L´ingresso di Draghi comporterà l´uscita del membro italiano del board, Lorenzo Bini-Smaghi, che dovrebbe lasciare il posto ad un francese in sostituzione di Trichet. Infine c´è il rimpiazzo del dimissionario Juergen Stark, e ieri Berlino ha confermato che manderà al suo posto l´attuale vice ministro delle Finanze, Joerg Asmussen.

Anche se l´abbandono di Stark è certamente collegato allo scontro in corso nell´Eurotower tra due filosofie di politica monetaria, non è semplice prevedere come questi cambiamenti trasformeranno la geografia politica dei vertici della Banca centrale. Innanzitutto perché le decisioni strategiche dell´Istituto non vengono prese solo dai sei membri del Board, ma dai 23 membri del «Council», il Consiglio direttivo composto dal Comitato esecutivo e dai 17 presidenti delle banche centrali nazionali che partecipano all´Unione monetaria. Le riunioni del Consiglio direttivo sono bimensili.

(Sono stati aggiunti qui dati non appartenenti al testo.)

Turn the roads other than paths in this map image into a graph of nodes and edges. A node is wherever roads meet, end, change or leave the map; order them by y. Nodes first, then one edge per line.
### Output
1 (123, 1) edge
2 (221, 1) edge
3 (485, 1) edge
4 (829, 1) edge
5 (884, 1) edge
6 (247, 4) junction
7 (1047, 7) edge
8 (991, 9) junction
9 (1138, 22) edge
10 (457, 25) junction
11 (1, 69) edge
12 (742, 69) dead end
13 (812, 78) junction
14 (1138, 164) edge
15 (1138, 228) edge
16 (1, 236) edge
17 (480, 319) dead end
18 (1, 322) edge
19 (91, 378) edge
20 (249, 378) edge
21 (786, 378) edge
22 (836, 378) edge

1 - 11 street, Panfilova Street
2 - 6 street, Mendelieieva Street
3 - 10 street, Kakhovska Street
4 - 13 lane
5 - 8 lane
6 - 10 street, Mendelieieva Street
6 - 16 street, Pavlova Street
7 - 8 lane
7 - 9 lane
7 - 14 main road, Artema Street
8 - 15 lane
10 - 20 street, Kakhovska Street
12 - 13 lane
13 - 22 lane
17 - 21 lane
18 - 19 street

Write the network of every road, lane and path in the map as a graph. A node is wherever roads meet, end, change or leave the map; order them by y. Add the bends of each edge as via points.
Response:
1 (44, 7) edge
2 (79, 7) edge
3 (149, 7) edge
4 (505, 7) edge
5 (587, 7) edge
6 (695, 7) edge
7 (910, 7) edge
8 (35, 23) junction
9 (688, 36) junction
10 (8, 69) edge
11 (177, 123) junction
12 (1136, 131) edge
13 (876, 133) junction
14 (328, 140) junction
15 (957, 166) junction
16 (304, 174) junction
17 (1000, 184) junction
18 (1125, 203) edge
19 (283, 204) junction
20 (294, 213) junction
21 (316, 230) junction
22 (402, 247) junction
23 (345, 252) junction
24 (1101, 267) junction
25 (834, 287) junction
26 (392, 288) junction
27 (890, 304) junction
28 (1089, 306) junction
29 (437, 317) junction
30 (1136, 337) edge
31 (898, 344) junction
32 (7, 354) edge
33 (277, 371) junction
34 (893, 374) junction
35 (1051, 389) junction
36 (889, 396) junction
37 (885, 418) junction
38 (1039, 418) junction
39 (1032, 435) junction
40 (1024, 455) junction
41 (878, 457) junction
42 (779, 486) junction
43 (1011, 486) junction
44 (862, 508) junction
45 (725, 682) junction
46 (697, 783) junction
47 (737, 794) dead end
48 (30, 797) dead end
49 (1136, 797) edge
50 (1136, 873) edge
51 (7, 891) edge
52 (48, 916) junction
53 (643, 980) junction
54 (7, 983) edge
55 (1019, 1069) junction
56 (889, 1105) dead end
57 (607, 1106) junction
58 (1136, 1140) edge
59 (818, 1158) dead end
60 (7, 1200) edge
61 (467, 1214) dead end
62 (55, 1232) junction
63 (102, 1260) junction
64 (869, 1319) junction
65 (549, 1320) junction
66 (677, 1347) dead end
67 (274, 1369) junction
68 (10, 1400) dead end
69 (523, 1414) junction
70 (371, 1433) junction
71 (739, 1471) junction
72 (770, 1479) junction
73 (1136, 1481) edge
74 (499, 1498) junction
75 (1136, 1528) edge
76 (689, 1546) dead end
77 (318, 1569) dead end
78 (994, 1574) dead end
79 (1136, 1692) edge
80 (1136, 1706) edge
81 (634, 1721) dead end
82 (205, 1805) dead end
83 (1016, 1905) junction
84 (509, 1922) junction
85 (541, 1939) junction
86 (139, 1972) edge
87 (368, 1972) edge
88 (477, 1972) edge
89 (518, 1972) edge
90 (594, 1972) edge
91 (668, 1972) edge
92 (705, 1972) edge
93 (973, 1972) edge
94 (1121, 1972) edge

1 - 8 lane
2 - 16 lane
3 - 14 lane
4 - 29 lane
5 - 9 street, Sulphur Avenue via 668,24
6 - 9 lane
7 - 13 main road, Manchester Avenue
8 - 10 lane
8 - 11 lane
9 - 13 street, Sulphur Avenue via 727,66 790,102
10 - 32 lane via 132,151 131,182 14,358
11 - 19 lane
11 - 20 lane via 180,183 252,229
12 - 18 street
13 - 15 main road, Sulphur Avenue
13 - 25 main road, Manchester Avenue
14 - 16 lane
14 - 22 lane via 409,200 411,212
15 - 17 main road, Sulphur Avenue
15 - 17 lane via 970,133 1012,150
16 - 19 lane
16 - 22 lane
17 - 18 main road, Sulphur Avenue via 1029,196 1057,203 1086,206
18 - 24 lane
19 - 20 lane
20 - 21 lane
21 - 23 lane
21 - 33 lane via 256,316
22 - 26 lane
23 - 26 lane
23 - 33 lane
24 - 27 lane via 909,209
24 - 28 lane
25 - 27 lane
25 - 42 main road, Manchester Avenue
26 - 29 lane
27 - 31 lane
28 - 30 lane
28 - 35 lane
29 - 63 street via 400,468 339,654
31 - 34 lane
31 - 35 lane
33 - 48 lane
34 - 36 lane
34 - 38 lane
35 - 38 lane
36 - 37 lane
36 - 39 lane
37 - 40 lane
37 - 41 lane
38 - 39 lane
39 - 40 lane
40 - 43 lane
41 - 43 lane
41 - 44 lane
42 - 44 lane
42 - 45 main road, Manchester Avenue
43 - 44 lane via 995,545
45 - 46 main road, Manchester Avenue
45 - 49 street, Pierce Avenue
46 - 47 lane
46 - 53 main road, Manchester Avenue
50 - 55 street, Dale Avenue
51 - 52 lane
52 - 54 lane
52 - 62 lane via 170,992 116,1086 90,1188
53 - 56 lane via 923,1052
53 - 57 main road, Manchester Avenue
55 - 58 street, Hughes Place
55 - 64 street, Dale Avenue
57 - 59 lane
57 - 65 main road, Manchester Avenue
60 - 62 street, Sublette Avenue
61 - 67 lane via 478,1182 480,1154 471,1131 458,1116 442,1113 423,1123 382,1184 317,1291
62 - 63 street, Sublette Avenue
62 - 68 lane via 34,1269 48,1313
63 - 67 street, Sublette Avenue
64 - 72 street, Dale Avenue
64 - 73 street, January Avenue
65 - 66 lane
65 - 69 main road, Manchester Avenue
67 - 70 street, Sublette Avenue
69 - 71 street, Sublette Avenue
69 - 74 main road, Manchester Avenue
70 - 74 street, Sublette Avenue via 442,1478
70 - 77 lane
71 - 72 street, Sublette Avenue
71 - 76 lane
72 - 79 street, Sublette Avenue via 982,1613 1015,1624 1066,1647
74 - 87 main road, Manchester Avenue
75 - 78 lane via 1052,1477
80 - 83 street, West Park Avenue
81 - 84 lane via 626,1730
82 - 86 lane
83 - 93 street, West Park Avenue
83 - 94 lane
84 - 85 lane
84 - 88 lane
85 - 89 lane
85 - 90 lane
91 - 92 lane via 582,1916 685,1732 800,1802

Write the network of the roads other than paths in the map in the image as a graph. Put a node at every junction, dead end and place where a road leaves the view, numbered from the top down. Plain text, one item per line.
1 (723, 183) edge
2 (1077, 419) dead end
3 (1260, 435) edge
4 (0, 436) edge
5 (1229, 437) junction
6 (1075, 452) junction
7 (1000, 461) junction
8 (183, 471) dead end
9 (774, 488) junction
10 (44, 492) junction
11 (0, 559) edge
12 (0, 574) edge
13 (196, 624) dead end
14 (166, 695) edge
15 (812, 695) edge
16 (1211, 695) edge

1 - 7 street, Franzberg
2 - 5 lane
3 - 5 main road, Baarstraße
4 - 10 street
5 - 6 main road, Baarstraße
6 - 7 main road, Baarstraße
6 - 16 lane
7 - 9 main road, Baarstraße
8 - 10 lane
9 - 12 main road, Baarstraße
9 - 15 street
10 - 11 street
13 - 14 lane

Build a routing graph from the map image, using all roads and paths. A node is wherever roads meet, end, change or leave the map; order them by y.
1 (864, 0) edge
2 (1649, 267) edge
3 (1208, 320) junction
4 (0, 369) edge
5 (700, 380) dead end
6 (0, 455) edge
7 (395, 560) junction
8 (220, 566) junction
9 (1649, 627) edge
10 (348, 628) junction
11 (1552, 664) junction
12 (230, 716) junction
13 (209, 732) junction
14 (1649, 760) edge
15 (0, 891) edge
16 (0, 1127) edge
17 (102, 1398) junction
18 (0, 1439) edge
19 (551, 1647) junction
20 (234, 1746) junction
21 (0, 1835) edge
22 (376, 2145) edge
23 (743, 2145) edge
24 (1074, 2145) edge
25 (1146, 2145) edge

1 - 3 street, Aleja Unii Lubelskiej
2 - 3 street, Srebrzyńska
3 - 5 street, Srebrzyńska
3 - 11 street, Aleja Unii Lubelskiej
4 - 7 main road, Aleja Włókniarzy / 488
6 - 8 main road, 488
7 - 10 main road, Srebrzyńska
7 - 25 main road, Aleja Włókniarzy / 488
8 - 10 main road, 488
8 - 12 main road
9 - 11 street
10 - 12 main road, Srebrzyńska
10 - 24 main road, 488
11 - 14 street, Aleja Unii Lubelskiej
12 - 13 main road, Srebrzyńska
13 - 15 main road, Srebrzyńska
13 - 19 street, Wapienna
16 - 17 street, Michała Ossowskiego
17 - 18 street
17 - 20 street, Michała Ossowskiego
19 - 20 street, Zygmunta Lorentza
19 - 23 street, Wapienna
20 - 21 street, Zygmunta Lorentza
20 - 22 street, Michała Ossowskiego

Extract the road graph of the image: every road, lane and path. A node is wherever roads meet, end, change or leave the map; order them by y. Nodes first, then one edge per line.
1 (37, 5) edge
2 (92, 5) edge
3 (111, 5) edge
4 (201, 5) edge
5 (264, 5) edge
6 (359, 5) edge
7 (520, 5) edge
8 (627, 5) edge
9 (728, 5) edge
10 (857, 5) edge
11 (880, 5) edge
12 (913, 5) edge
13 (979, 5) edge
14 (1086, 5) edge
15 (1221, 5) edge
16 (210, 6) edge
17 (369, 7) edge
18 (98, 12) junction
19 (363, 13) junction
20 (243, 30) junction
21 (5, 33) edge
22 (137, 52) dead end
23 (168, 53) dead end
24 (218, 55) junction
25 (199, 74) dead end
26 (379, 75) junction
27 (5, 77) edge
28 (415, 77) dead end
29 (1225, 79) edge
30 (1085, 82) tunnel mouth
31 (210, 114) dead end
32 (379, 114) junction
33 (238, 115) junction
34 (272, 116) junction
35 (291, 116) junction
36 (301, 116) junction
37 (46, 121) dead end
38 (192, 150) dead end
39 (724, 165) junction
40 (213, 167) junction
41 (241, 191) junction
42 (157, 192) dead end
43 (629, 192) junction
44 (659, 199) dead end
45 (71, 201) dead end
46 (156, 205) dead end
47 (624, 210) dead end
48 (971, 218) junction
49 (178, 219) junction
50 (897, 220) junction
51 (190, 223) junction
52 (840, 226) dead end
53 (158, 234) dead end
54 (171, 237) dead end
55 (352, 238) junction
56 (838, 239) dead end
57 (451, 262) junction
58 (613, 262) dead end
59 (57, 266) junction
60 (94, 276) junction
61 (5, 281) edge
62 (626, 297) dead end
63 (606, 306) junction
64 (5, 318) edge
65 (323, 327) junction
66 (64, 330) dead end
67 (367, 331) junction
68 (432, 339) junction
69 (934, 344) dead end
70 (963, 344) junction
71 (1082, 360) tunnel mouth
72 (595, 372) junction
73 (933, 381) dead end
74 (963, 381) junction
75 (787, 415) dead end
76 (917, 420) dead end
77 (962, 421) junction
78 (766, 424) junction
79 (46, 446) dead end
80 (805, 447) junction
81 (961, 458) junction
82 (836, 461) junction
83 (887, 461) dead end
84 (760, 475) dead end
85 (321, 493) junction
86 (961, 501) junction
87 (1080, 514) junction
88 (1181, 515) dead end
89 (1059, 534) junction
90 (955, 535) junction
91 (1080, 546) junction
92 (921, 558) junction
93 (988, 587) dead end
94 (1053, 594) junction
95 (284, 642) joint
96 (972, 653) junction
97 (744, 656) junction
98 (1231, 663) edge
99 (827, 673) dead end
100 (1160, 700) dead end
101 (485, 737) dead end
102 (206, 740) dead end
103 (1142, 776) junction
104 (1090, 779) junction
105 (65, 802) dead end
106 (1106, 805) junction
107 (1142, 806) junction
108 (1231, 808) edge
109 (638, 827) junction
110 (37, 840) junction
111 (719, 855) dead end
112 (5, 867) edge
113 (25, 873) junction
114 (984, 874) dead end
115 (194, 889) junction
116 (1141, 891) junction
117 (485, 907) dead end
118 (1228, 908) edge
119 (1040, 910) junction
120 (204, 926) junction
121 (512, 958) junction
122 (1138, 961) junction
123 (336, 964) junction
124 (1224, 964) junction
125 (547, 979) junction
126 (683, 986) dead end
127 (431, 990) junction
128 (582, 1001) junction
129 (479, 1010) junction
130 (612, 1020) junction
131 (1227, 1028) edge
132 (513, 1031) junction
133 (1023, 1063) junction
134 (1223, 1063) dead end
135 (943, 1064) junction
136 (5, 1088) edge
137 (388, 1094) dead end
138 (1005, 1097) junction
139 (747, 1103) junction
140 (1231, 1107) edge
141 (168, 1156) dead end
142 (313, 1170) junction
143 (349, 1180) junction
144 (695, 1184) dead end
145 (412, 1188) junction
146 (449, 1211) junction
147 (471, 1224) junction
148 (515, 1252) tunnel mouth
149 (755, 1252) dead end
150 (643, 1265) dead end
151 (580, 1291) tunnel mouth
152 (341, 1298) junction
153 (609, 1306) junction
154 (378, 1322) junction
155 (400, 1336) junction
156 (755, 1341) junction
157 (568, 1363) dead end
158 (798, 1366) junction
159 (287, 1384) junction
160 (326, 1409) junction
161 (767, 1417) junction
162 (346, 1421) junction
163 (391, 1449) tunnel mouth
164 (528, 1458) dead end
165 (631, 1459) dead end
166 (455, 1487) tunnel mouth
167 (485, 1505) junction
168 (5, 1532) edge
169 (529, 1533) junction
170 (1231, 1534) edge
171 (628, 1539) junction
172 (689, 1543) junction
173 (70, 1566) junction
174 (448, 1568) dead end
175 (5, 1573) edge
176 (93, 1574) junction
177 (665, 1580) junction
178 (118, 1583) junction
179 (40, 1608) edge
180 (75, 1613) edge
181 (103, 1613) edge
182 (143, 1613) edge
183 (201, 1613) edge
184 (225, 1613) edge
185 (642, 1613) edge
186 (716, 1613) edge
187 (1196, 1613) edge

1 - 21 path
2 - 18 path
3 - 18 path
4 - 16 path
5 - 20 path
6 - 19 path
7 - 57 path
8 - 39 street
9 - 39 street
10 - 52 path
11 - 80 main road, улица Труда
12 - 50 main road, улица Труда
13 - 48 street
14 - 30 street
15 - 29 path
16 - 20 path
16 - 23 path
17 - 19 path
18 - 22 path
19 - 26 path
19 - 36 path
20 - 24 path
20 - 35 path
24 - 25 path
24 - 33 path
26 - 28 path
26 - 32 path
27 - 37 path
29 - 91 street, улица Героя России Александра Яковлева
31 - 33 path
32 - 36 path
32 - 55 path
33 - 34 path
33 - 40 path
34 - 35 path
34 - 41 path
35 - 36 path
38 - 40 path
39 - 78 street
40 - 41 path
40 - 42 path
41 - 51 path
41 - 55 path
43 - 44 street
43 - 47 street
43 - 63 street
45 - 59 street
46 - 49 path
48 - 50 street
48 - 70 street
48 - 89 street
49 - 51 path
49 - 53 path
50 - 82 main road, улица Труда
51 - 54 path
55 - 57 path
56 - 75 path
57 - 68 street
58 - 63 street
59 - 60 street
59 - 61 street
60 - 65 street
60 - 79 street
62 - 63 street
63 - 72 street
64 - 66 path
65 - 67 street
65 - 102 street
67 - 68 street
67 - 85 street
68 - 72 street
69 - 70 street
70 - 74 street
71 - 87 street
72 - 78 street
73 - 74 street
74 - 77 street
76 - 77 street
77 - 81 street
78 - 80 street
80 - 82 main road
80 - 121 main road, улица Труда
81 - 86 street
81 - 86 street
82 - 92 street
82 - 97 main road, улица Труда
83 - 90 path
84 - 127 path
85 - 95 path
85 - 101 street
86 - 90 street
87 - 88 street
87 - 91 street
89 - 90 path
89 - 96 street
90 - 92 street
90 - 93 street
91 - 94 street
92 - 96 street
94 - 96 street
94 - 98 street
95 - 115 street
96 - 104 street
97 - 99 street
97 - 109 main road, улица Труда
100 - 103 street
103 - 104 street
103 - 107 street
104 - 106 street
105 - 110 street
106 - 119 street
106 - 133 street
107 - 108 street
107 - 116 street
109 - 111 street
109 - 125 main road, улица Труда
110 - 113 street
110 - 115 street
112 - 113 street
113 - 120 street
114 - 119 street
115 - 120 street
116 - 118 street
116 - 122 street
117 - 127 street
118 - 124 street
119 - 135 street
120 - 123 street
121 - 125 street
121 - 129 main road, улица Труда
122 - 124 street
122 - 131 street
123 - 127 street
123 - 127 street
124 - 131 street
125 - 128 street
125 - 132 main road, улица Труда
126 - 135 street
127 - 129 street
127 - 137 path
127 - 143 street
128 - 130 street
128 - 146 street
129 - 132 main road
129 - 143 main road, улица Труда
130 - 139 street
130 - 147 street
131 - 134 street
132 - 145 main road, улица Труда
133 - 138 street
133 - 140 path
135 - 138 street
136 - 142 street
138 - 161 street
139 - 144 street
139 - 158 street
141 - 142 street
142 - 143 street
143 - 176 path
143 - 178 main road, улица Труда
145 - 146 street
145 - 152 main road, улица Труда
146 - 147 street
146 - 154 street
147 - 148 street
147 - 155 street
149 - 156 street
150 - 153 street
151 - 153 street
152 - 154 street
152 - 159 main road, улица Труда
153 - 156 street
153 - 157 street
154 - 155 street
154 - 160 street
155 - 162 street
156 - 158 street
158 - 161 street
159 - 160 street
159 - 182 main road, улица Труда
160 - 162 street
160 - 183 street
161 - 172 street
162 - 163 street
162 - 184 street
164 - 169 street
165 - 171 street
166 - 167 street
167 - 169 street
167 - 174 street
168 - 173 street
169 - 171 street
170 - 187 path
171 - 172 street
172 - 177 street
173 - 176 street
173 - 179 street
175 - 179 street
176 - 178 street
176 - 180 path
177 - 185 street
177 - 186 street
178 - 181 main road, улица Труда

Le decisioni vengono prese preferibilmente per consenso ma, se non si trova un accordo, si vota a maggioranza. I verbali delle riunioni, però, sono segreti. E ancora più segreti sono, ovviamente, i voti espressi da ciascun membro del Council.

Questa regola, fortemente voluta dal primo presidente della Bce, l´olandese Wim Duisemberg contro il parere della Francia, è giustificata con la necessità di preservare l´indipendenza di giudizio dei governatori delle banche nazionali rispetto ai governi dei propri Paesi. Ma rende anche difficile capire quali siano i reali equilibri interni all´Eurotower. Circola per esempio la voce che alla riunione del Consiglio che il 7 agosto autorizzò l´acquisto sul mercato secondario di titoli di stato italiani e spagnoli ci siano stati quattro voti contrari.

Si può ipotizzare che abbiano votato «no» sia Juergen Stark sia l´altro tedesco, il presidente della Bundebank Jens Weidmann, sia il presidente della banca centrale olandese Klaas Knot. Se però questi dati fossero veri, almeno due dei tre presidenti di banche centrali i cui governi sono attestati sulla linea iper-rigorista, Finlandia, Austria ed Estonia, non avrebbero seguito le indicazioni provenienti dalle capitali.

In linea di massima, comunque, se tutti indistintamente i membri del Council sono concordi nel chiedere ai governi una linea di assoluto rigore finanziario, è evidente che la crisi in corso ha dato origine alla contrapposizione di due filosofie. La maggioranza del Consiglio è orientata a privilegiare la difesa dell´euro e dell´Unione europea, anche a costo di scendere a qualche compromesso. C´è però una minoranza di «falchi» secondo cui non si può a nessun costo trasgredire alla linea del rigore monetario, anche se questo dovesse costringere alcuni Paesi ad uscire dalla moneta unica.

La sostituzione di Trichet con Draghi e di Bini-Smaghi con un francese ancora da designare non dovrebbe modificare gli equilibri esistenti, anche se Draghi, probabilmente, cercherà di avere un atteggiamento più conciliante per ricucire in qualche modo lo strappo provocato dalle dimissioni di Stark. Sia l´Italia sia la Francia sono storicamente e in modo bi-partisan portate a ritenere che la moneta unica sia uno strumento al servizio del progetto europeo e che dunque il dovere ultimo della Banca centrale sia quello di difendere, oltre alla stabilità dei prezzi, anche la sopravvivenza dell´euro.

L´uscita di scena di Juergen Stark, invece, sicuramente indebolisce il fronte dei «falchi», anche perché il tedesco era diventato con il tempo un vero punto di riferimento per gli oltranzisti dell´ortodossia monetaria. La decisione della cancelliera Merkel di sostituire Stark con Joerg Asmussen, un economista «politico», probabilmente più disponibile a riflettere gli orientamenti del governo di Berlino in cui sedeva fino a ieri, viene letta come una conferma che la Cdu, il partito della Cancelliera, si sta lentamente ma progressivamente spostando verso posizioni più europeiste e meno ortodosse. In questo caso il compito di ricucitura che spetterà al nuovo presidente Mario Draghi, potrebbe rivelarsi relativamente più semplice.